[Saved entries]
-------

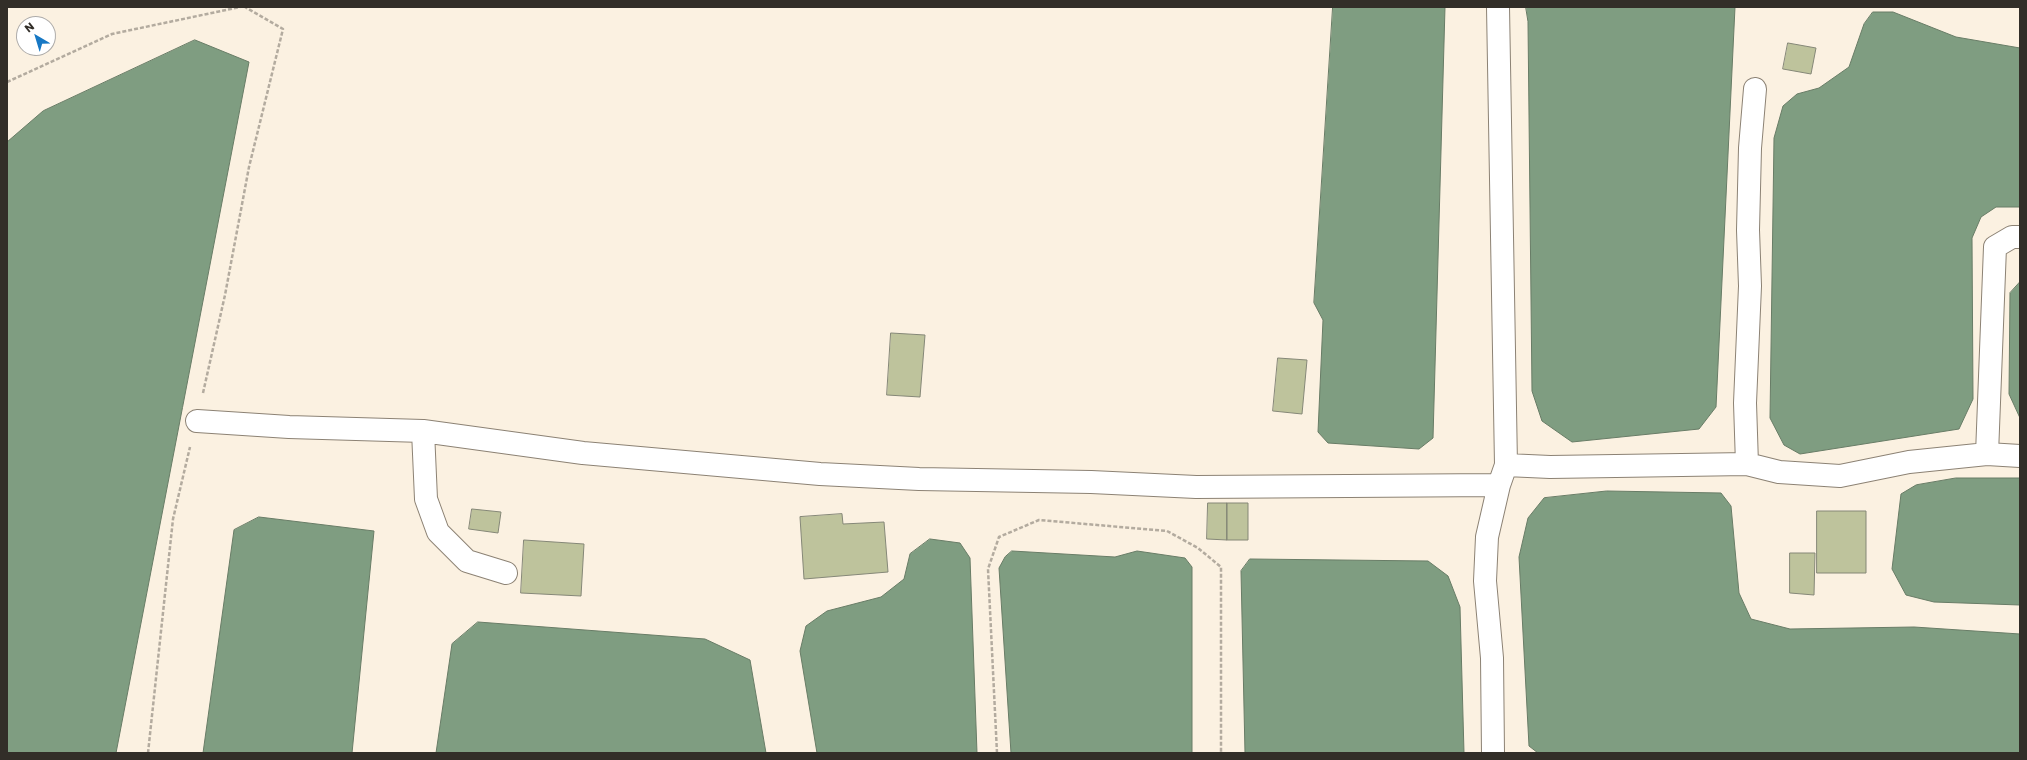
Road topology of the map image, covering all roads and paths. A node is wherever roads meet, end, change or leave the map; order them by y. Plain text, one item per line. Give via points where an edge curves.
1 (240, 7) edge
2 (245, 7) edge
3 (1498, 7) edge
4 (7, 82) edge
5 (1755, 89) dead end
6 (2020, 237) edge
7 (196, 421) junction
8 (422, 431) junction
9 (1986, 454) junction
10 (2020, 456) edge
11 (1747, 464) junction
12 (1502, 475) junction
13 (506, 573) dead end
14 (148, 753) edge
15 (997, 753) edge
16 (1221, 753) edge
17 (1493, 753) edge

1 - 4 path via 112,34
2 - 7 path via 283,28 249,167 225,295
3 - 12 street
5 - 11 street via 1750,148 1750,286 1744,403
6 - 9 street via 2012,237 1995,247
7 - 8 street
7 - 14 path via 173,519
8 - 12 street via 583,453 919,480 1091,482 1196,487
8 - 13 street via 426,499 438,532 467,561
9 - 10 street
9 - 11 street via 1909,462 1840,476 1779,472
11 - 12 street via 1550,467
12 - 17 street via 1487,537 1484,581 1492,658
15 - 16 path via 988,569 999,537 1039,520 1167,531 1198,548 1221,567

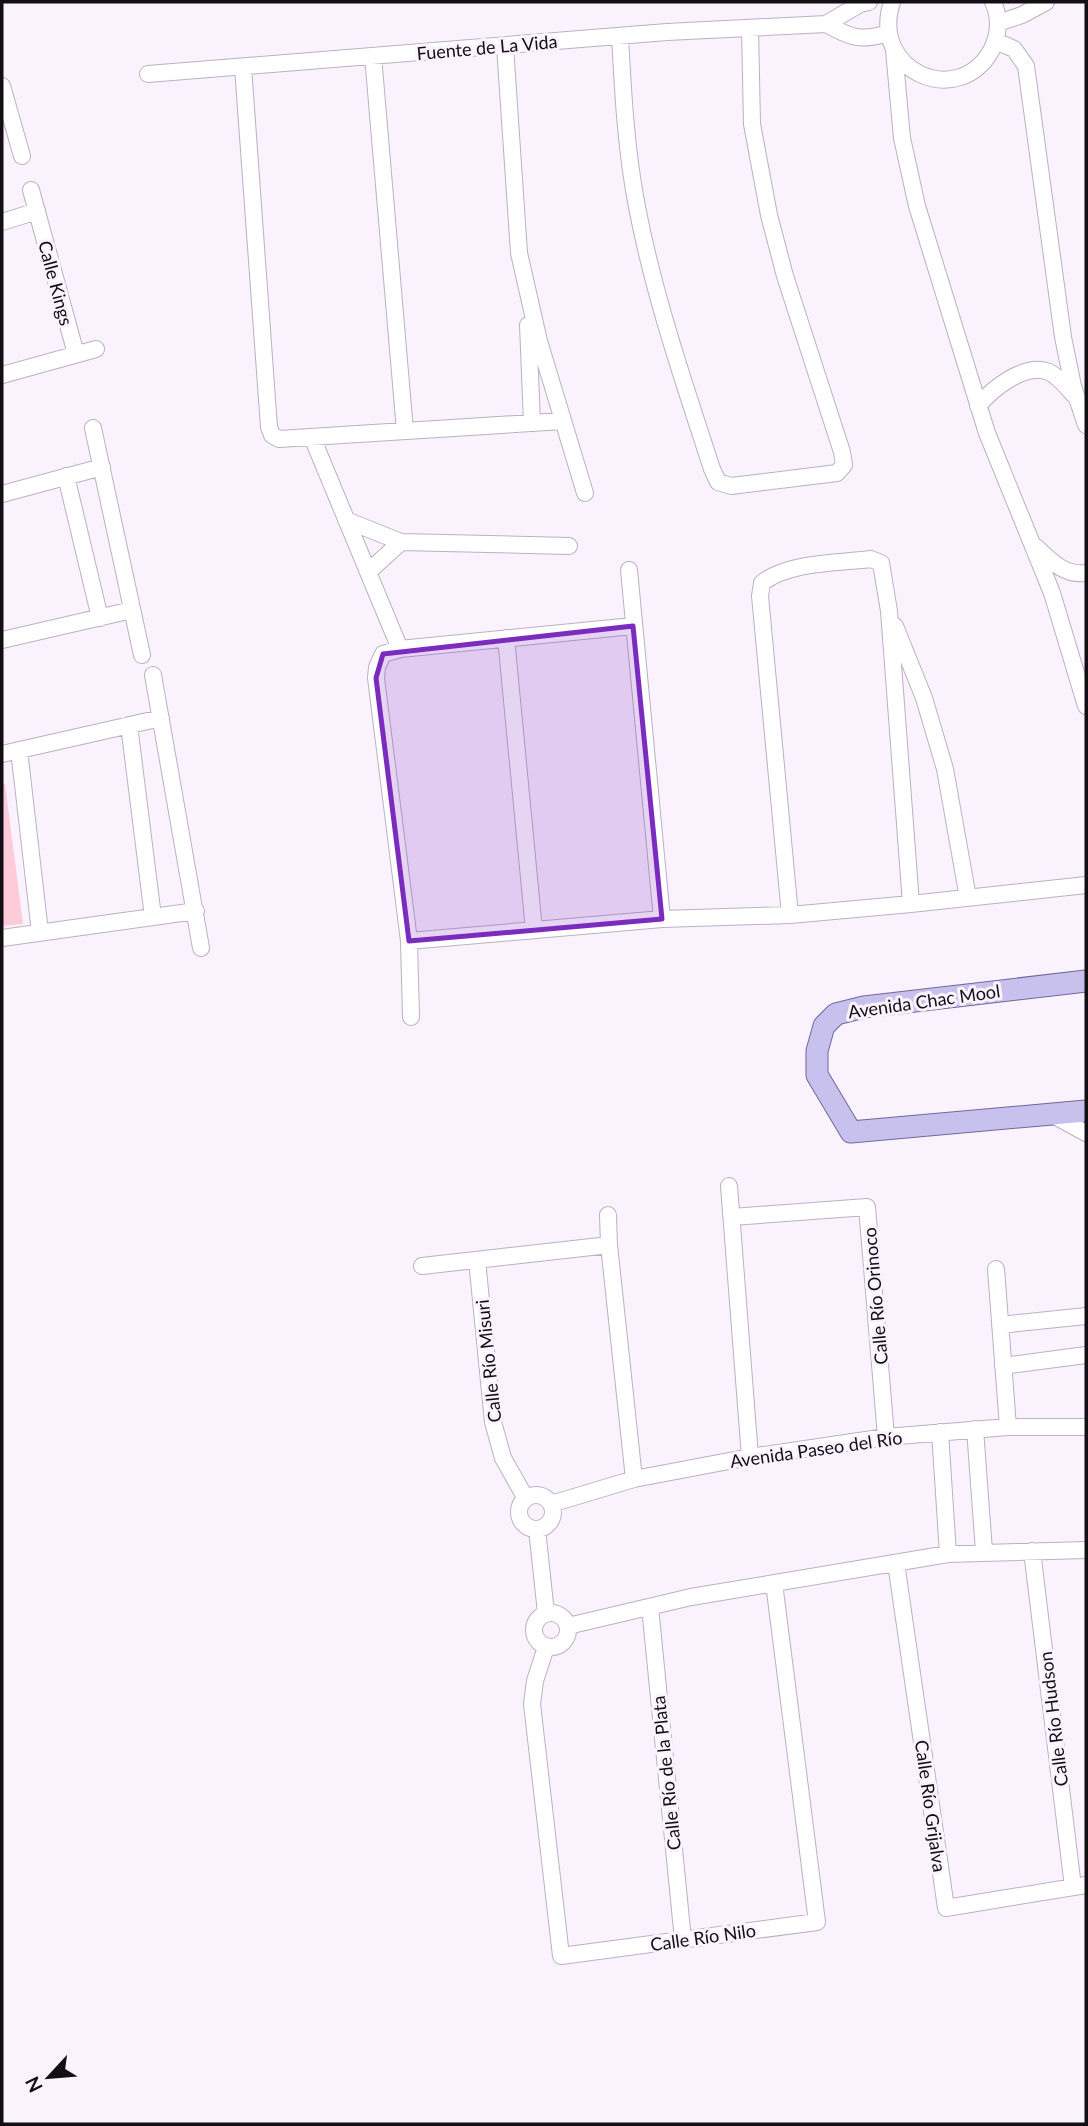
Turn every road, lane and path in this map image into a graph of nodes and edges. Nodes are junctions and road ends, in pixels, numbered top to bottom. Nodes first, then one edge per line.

-------

Exactly as they appear above, write out all the entries, without pictures.

Written response:
Road topology of the map image, covering all roads and paths. A node is wherever roads meet, end, change or leave the map; order them by y. Plain text, one item per line. Give via points where an edge curves.
1 (240, 7) edge
2 (245, 7) edge
3 (1498, 7) edge
4 (7, 82) edge
5 (1755, 89) dead end
6 (2020, 237) edge
7 (196, 421) junction
8 (422, 431) junction
9 (1986, 454) junction
10 (2020, 456) edge
11 (1747, 464) junction
12 (1502, 475) junction
13 (506, 573) dead end
14 (148, 753) edge
15 (997, 753) edge
16 (1221, 753) edge
17 (1493, 753) edge

1 - 4 path via 112,34
2 - 7 path via 283,28 249,167 225,295
3 - 12 street
5 - 11 street via 1750,148 1750,286 1744,403
6 - 9 street via 2012,237 1995,247
7 - 8 street
7 - 14 path via 173,519
8 - 12 street via 583,453 919,480 1091,482 1196,487
8 - 13 street via 426,499 438,532 467,561
9 - 10 street
9 - 11 street via 1909,462 1840,476 1779,472
11 - 12 street via 1550,467
12 - 17 street via 1487,537 1484,581 1492,658
15 - 16 path via 988,569 999,537 1039,520 1167,531 1198,548 1221,567

Turn every road, lane and path in this map image into a graph of nodes and edges. Nodes are junctions and road ends, in pixels, numbered top to bottom. Nodes first, then one edge per line.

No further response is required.